School administrators, teachers and parents acknowledge that there is still much to do to make the middle schools work better.

Middle schools have a unique burden in that they are expected to ensure a smooth transition between elementary and middle school, and then once again between middle and high school.

There are several "dilemmas" the middle schools face, Addison said. In curriculum, the schools must conform to prescribed frameworks, while at the same time find ways to integrate subjects and allow flexibility. Equity versus excellence is another dilemma Addison identified. The middle schools have moved more toward mixing students with different ability levels in one classroom.

"We are really committed to heterogeneous classrooms," she said. "That involves tremendous change in how we teach," she said, and it often doesn't look like school parents may have attended. "There aren't textbooks, and there aren't pages of neat, progressive work. We have a real parent education challenge on our hands too."

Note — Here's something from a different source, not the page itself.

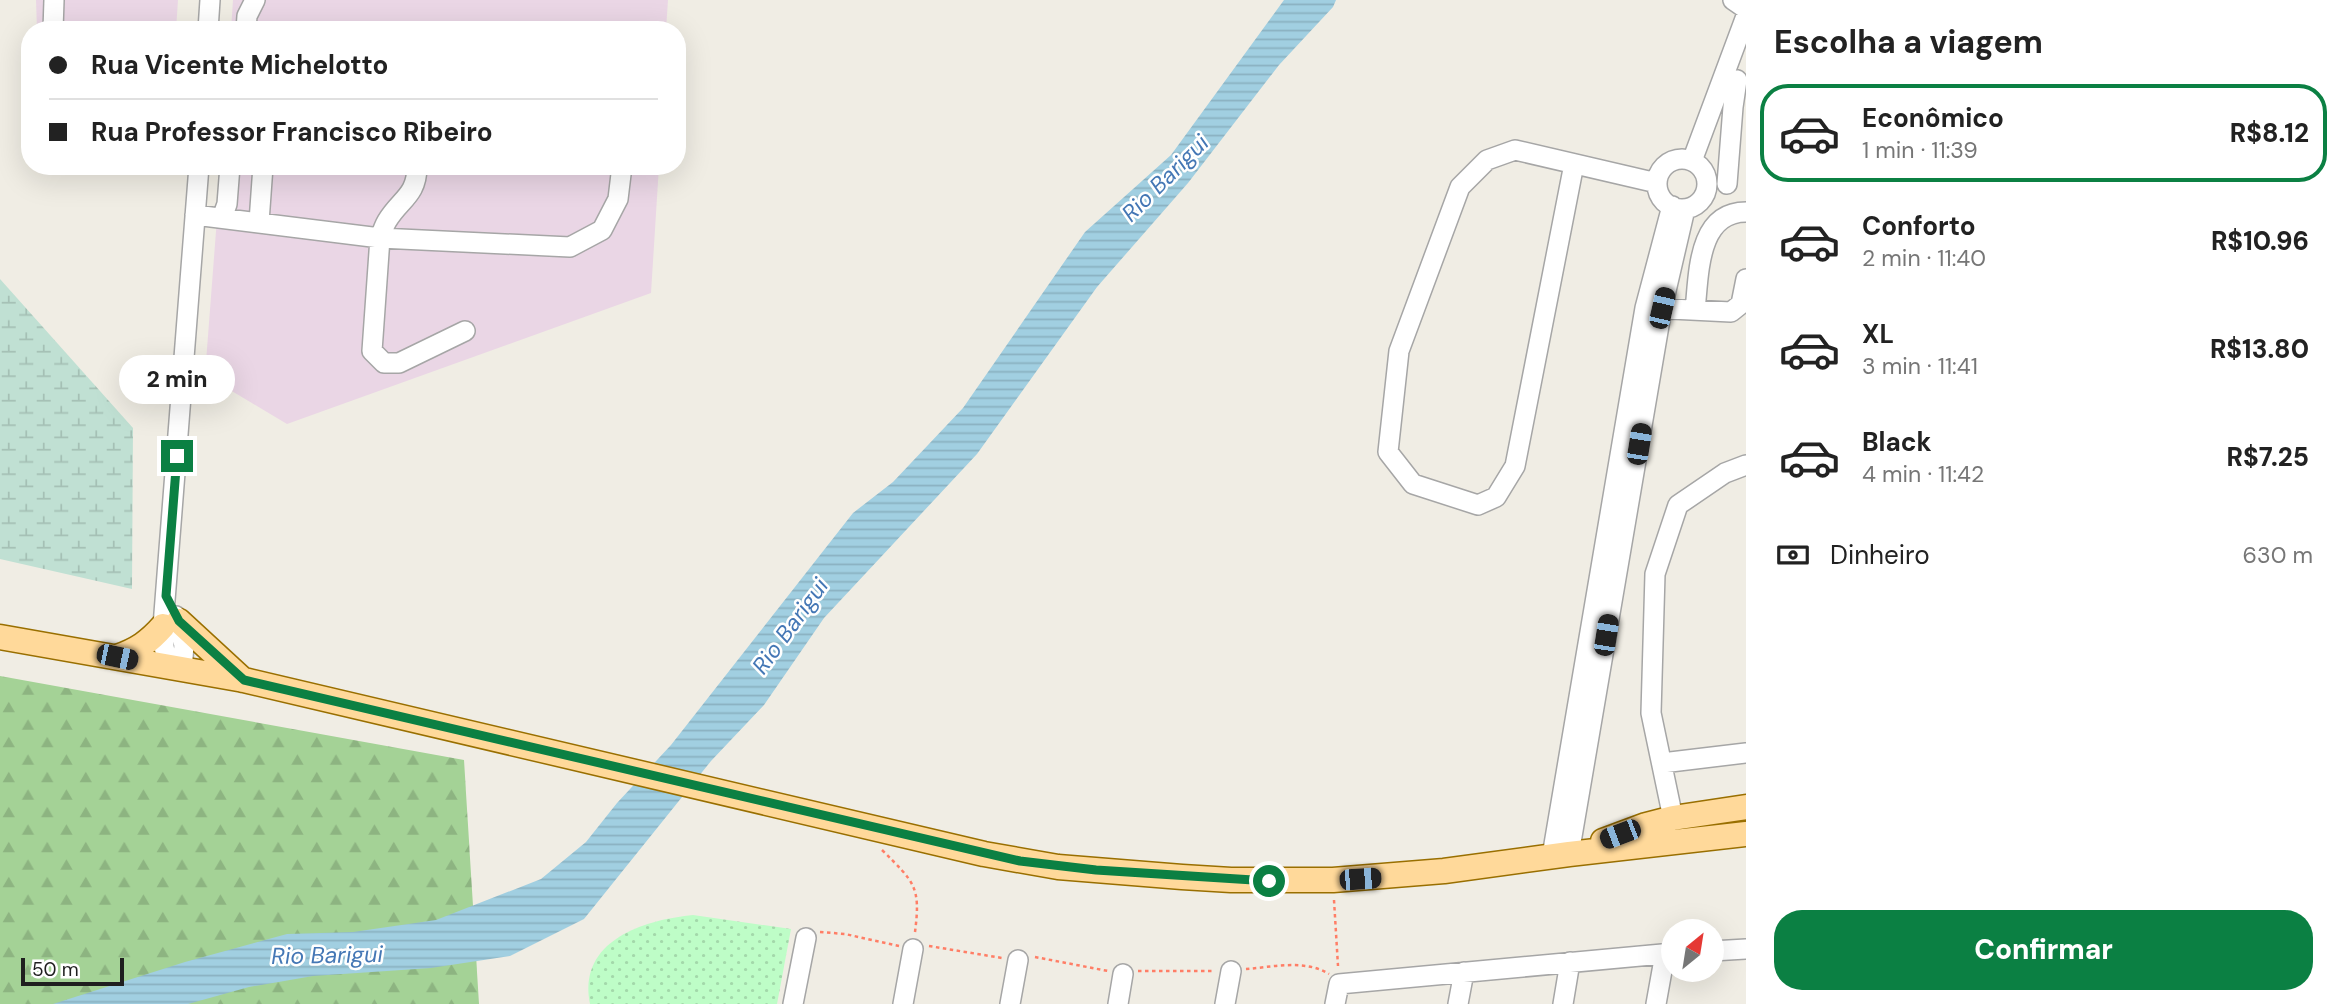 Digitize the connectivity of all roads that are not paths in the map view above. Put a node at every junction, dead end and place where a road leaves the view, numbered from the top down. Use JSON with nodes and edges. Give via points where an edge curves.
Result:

Sixth graders have been eased into middle school by spending their mornings with teams of teachers before having electives in the afternoons. Team teaching also enables teachers to get to know students better and solve problems together.

An "advisory" program designed to ensure that each child meets with a teacher on a regular basis to talk about school or personal concerns has met with limited success. A survey of teachers and students found that about one-third of the staff and about one-third of the students at Jordan thought it was working. Many felt that too much time was spent on announcements and not enough on interpersonal issues. Others liked it just fine.

"I felt like I was one anonymous kid except for advisory. I got to see (the teacher) for all three years," said Jordan eighth grader Peter Mitchell.

However, not everyone got as much out of their advisory class, according to some students.

Part of the issue is that the schools are larger than they were projected to be three years ago, with more than 900 students at each school when approximately 800 were expected. Jordan's student body has increased by 23 percent since it opened in 1991. Teachers' time is often spread thin. Of a long list of "critical issues and needs" in the written "state of the school" report presented to the school board, only two did not deal with scheduling or time issues.

Also, in the three years since the schools opened, many new parents have come in who were not involved in the initial planning.

"I'm not sure how good a job we all have done at keeping alive the collaboration," said school board member Julie Jerome.

"I think you need to involve even fourth grade parents," said Kate Feinstein, a fourth grade parent who also had older children and was involved in the middle school planning.

Feinstein has a unique perspective, because she also had middle school children before Jordan reopened, when the only middle school in town had 1,100 students. "It was like a high school for little kids," she recalls. And that was one of the reasons she wanted to see a three-year middle school.

Bigger schools, Feinstein said, do allow for more electives and more opportunities, but there needs to be more attention paid to having teachers get to know children. "It's already getting really big. The challenge is to make smallness out of bigness."